The third largest economy in the world, Japan’s growth rate has shrunk to its lowest point in five years. This comes at a time when the Prime Minister of the country, Shinzo Abe, is looking for ways to direct the economy in the aftermath of the hike in sales tax.
The country’s Gross Domestic Product (GDP) has shrunk at an annualized rate of 7.1 percentage points in the last three months from June. The Cabinet office released these numbers in Tokyo. An independent survey conducted through a group of 25 economists has found a similar percentage drop of seven points.
Tax hike blow
Sales tax was increased in April of this year and its lasting effects have spilled over into this quarter, as well. The worst hit sectors through June was house hold spending and retail sales. The Government hinted last week that it was willing to help boost stimulus so that it can weather further increase in the taxes charged, planned for October next year. Minoru Nogimori, economist—Nomura Securities of Tokyo said that it has become increasingly difficult to predict whether or not Prime Minister Abe will go to ten percent with the tax, and the decision will not be easy as the state of the economy at present is not in a favorable position.

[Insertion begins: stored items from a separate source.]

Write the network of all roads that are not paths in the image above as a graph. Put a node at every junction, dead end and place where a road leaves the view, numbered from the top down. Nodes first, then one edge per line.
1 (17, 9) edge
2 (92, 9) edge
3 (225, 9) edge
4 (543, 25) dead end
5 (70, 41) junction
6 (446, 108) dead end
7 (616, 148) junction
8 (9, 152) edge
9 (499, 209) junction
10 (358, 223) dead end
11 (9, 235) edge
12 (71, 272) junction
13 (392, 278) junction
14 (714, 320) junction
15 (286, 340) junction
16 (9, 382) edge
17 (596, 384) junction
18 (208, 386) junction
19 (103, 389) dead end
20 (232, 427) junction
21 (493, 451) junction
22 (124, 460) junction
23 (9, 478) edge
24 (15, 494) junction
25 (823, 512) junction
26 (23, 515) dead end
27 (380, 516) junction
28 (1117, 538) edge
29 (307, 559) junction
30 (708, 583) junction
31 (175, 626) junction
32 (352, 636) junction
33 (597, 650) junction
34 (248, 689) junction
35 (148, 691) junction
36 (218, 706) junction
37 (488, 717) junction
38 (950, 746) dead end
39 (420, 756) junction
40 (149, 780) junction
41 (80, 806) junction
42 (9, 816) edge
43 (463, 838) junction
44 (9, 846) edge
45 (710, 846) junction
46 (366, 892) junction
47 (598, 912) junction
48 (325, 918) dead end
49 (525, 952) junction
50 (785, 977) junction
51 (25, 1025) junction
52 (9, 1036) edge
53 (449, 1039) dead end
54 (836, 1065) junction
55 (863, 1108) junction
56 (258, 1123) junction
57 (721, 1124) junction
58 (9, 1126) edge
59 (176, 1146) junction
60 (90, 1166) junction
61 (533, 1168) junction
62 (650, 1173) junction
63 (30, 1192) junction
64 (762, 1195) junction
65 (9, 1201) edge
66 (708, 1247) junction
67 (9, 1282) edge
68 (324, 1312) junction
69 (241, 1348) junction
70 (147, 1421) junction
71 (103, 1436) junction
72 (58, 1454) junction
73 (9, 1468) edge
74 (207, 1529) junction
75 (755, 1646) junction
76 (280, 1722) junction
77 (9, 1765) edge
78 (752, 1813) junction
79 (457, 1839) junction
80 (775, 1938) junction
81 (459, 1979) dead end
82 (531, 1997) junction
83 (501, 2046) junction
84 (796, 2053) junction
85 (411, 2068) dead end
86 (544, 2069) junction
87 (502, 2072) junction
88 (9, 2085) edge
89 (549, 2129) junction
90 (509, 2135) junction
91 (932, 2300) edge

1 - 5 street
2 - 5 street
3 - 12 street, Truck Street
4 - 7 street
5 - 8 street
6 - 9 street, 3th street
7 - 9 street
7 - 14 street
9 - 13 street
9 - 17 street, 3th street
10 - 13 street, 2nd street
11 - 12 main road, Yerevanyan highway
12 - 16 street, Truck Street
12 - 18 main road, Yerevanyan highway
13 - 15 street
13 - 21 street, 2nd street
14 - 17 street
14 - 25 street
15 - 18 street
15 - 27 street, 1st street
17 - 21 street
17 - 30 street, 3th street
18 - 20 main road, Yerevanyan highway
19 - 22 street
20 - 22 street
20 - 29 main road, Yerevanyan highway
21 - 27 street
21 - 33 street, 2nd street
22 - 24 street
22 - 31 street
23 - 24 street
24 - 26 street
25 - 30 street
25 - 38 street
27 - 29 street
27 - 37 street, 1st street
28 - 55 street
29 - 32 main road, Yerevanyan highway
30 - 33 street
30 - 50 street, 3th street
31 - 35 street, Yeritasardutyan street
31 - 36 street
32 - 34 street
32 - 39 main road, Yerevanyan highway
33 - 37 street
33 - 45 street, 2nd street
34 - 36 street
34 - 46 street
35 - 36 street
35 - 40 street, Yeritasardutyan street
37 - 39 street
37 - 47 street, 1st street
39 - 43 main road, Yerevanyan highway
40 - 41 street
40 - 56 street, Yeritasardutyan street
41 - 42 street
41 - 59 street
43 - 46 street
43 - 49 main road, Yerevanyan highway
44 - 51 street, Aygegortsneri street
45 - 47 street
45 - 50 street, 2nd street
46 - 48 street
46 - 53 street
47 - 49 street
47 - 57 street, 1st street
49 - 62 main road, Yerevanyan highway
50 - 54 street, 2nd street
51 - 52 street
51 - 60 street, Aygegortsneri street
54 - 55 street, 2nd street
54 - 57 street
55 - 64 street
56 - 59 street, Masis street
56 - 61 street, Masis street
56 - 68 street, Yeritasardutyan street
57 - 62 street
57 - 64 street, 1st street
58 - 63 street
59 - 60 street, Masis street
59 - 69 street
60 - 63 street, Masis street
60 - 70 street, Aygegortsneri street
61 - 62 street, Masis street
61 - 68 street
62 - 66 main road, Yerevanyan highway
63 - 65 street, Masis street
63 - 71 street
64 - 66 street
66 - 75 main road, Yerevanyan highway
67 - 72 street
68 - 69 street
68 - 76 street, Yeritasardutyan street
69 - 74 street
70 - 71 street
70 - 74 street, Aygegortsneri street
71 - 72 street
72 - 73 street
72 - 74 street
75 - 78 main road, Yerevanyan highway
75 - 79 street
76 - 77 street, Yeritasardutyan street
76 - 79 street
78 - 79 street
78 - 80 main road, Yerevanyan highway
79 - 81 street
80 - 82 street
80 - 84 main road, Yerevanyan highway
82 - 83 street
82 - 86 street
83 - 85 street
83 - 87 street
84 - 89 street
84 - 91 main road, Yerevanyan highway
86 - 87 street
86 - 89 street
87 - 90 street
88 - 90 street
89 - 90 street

Index of shares on The Topix grew 0.2 percent and the Yen (JPY) rose 0.1 percent, reaching 105.02 for every dollar (USD).
Capital Investment of most companies has dropped over five percent when compared to the last quarter; this is nearly double the initial expectations that estimated only a decline of 2.5 %. Consumption, on the other hand, was noted to have declined by a similar amount, totaling 5.1, exceeding the initial value reading of 5%.
Large corporations including Honda Motor Co. (NYSE: HMC), Japan’s third largest in the automobile sector, have made plans to cut the capital outlays by nearly 10% by the end of the fiscal year. DOCOMO Inc., the largest telecommunications provider in the country, has declared that they expect a drop of spending by nearly 2%. This economic weakness quickly followed a surge of spending and retail sales that happened early this year before the increased sales tax took effect. There was a rush that saw both companies and individual customers purchasing before the taxes were enforced in the end of March.